1 – Global Imbalances
This represents an enduring feature of the global economic system and while everyone can agree that they need to be resolved some way or the other I think that the proper understanding of demographics shows us that they are essentially structural. Especially on the side of surplus economies I have argued (both in my thesis and in genera) why we cannot suddenly expect economies such as Germany and Japan to do their part and crucially, why we should expect more economies to venture down the same path as they are also ageing rapidly. Importantly, this provides a concrete theoretical spin to the question everyone seems to be asking at the moment of who exactly is going to run the deficits? The pessimistic answer here is no-one and herein lies the rub.
2 – Export dependency
This one is essentially the concrete theoretical proposition used to make the argument above on global imbalances.
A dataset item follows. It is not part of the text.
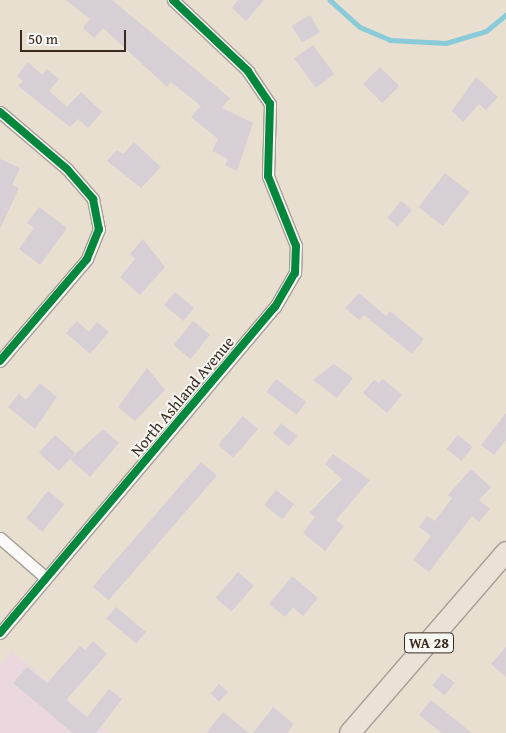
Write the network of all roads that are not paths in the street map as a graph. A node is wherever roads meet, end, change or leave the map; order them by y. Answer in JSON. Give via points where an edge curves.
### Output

Ageing leads to a decline in domestic demand and in a closed economy there is really not a lot you can do; savings/investment will fall and consumption will be lacklustre since there is no underlying dynamic to feed it other than dissaving. However, in an open economy you can fight this through claims on other economies or put in another way, you can save more than merited by domestic demand and thus you can invest your savings abroad. Note here that technically this is exactly what e.g. Germany and Japan are doing in the sense that their excess savings have to be matched by excess borrowing/investment demand elsewhere.
I am still developing these two areas, but there are plenty of meat on this topic I think. One crucial task is to develop the life cycle hypothesis on the basis of observed behavior of economies as they age and another is to.
Stay tuned for the next post in this series which looks at the influence from demographics on asset prices, demand, and return and composition of consumption. Suggestions and comments on potential omissions on my part are welcome.
—
[1] - Most often operationalized through an OLG framework.
[2] – Evolutionary Growth goes back to this one "Nelson, R.R., Winter, S.G., 1982. An Evolutionary Theory of Economic Change. Harvard University Press, Cambridge, MA" and is a must read I think. The work by Jan Fagerberg is a good place to begin as well as for a more modern exposition.
[3] – I.e. demographics and savings and investment behavior in an open vs. closed economy
Claus also blogs at Alpha.Sources.
I’m really surprised this hasn’t all been worked out before, albeit with so many state and aggregation variables as to defy simple verification or understanding. Is that the fate that awaits such efforts or is more optimism justified?